If the ADDR-REG-INFORM message that the server is replying to was not relayed, then the IPv6 destination address of the message MUST be the address being registered. If the ADDR-REG-INFORM message was relayed, then the server MUST construct the Relay-reply message as specified in section 19.3. The server MUST copy the transaction-id from the ADDR-REG-INFORM message to the transaction-id field of the ADDR-REG-REPLY. The ADDR-REG-REPLY message MUST contain an IA Address option for the address being registered. The option MUST be identical to the one in the ADDR-REG-INFORM message that the server is replying to. Servers MUST ignore any received ADDR-REG-REPLY messages. Clients MUST discard any ADDR-REG-REPLY messages that meet any of the following conditions:

• The IPv6 destination address does not match the address being registered.
• The IA-Address option does not match the address being registered.
• The address being registered is not assigned to the interface receiving the message.
• The transaction-id does not match the transaction-id the client used in the corresponding ADDR-REG-INFORM message.

The ADDR-REG-REPLY message only indicates that the ADDR-REG-INFORM message has been received. The ADDR-REG-REPLY message MUST NOT be considered as any indication of the address validity and MUST NOT be required for the address to be usable. DHCPv6 relays, or other devices that snoop ADDR-REG-REPLY messages, MUST NOT add or alter any forwarding or security state based on the ADDR-REG-REPLY message.

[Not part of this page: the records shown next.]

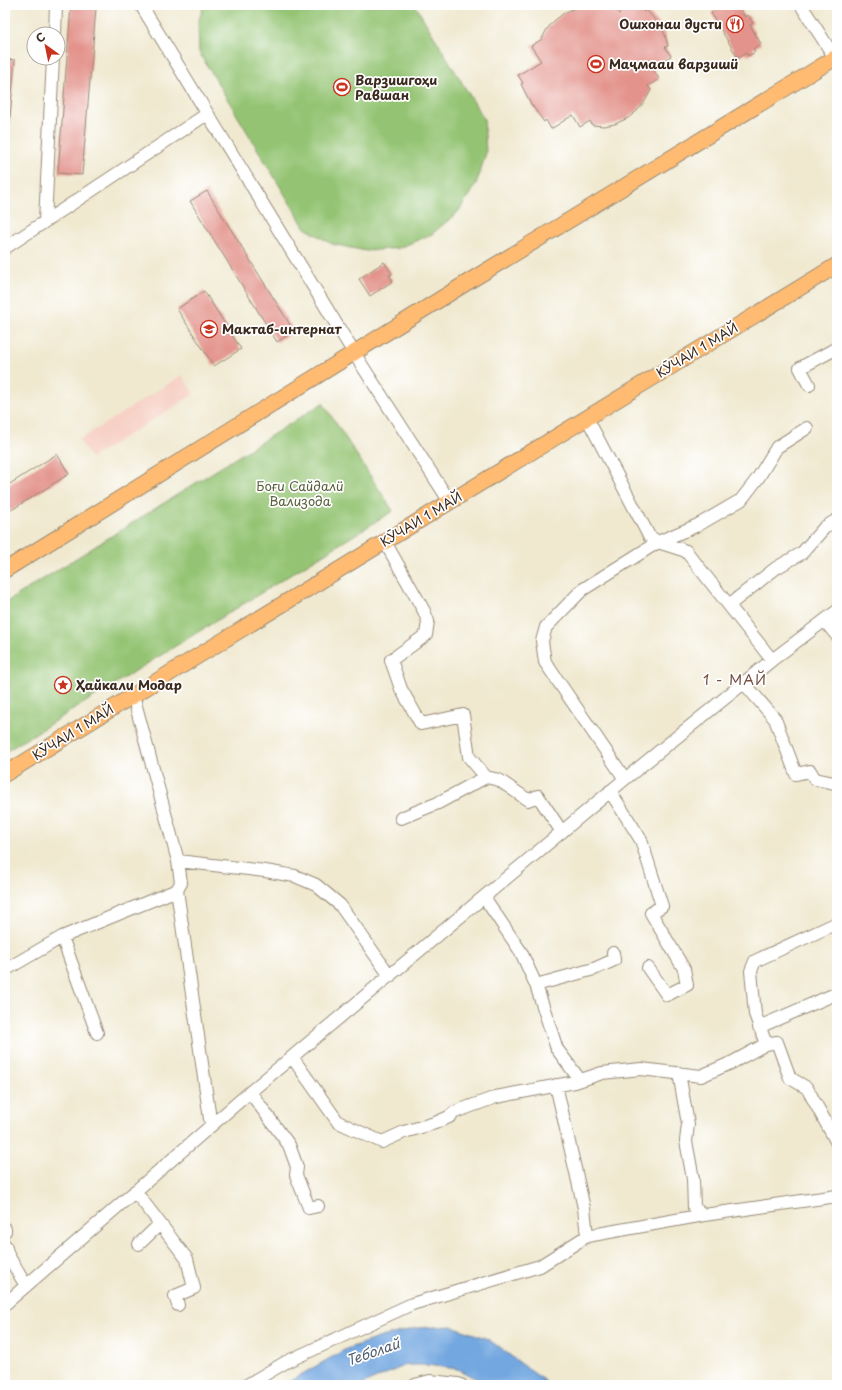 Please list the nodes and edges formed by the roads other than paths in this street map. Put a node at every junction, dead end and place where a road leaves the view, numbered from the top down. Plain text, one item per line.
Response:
1 (56, 5) edge
2 (141, 5) edge
3 (801, 5) edge
4 (55, 26) edge
5 (836, 60) edge
6 (53, 66) edge
7 (208, 114) junction
8 (45, 221) junction
9 (5, 248) edge
10 (837, 265) edge
11 (837, 348) edge
12 (354, 353) junction
13 (809, 385) dead end
14 (587, 418) junction
15 (806, 428) dead end
16 (450, 502) junction
17 (837, 520) edge
18 (385, 542) junction
19 (658, 542) junction
20 (5, 570) edge
21 (728, 605) junction
22 (837, 611) edge
23 (825, 621) junction
24 (837, 636) edge
25 (772, 660) junction
26 (744, 683) junction
27 (133, 695) junction
28 (5, 774) edge
29 (486, 777) junction
30 (625, 779) junction
31 (834, 783) dead end
32 (610, 791) junction
33 (401, 818) dead end
34 (562, 832) junction
35 (178, 861) junction
36 (177, 890) junction
37 (484, 897) junction
38 (837, 923) edge
39 (62, 937) junction
40 (613, 953) dead end
41 (648, 968) dead end
42 (5, 970) edge
43 (390, 976) junction
44 (536, 985) junction
45 (833, 995) dead end
46 (759, 1027) junction
47 (97, 1034) dead end
48 (766, 1044) junction
49 (292, 1057) junction
50 (679, 1073) junction
51 (580, 1080) junction
52 (556, 1085) junction
53 (250, 1092) junction
54 (211, 1126) junction
55 (837, 1143) edge
56 (135, 1191) junction
57 (837, 1196) edge
58 (318, 1206) dead end
59 (704, 1215) junction
60 (160, 1224) junction
61 (587, 1236) junction
62 (139, 1244) dead end
63 (5, 1245) edge
64 (26, 1286) junction
65 (5, 1304) edge
66 (178, 1305) dead end
67 (247, 1385) edge
68 (415, 1385) edge
69 (461, 1385) edge

1 - 4 street
2 - 7 street
3 - 5 street
5 - 12 main road
6 - 8 street
7 - 8 street
7 - 12 street
8 - 9 street
10 - 14 main road, КӮЧАИ 1 МАЙ
11 - 13 street
12 - 16 street
12 - 20 main road
14 - 16 main road, КӮЧАИ 1 МАЙ
14 - 19 street
15 - 19 street
16 - 18 main road, КӮЧАИ 1 МАЙ
17 - 21 street
18 - 27 main road, КӮЧАИ 1 МАЙ
18 - 29 street
19 - 21 street
19 - 30 street
21 - 25 street
22 - 23 street
23 - 24 street
23 - 25 street
25 - 26 street
26 - 30 street
26 - 31 street
27 - 28 main road, КӮЧАИ 1 МАЙ
27 - 35 street
29 - 33 street
29 - 34 street
30 - 32 street
32 - 34 street
32 - 41 street
34 - 37 street
35 - 36 street
35 - 43 street
36 - 39 street
36 - 54 street
37 - 43 street
37 - 44 street
38 - 46 street
39 - 42 street
39 - 47 street
40 - 44 street
43 - 49 street
44 - 51 street
45 - 46 street
46 - 48 street
48 - 50 street
48 - 55 street
49 - 52 street
49 - 53 street
50 - 51 street
50 - 59 street
51 - 52 street
52 - 61 street
53 - 54 street
53 - 58 street
54 - 56 street
56 - 60 street
56 - 64 street
57 - 59 street
59 - 61 street
60 - 62 street
60 - 66 street
61 - 67 street
63 - 64 street
64 - 65 street
68 - 69 street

Registration Expiry and Refresh The client MUST refresh addresses as described below. Each refresh is scheduled after AddrRegRefresh seconds, where AddrRegRefresh is min(4 hours, 80% of the address's current Valid Lifetime). Refreshes SHOULD be jittered by +/- 10% to avoid synchronization causing a large number of registrations to expire at the same time. Whenever the client creates an address or receives a PIO which changes the Valid Lifetime of an existing address by more than 1%, then:

1. If no refresh is currently scheduled, it MUST register immediately and schedule a refresh.
2. If a refresh is currently scheduled, it MUST reschedule the existing refresh if this would result in the refresh being sooner than currently scheduled.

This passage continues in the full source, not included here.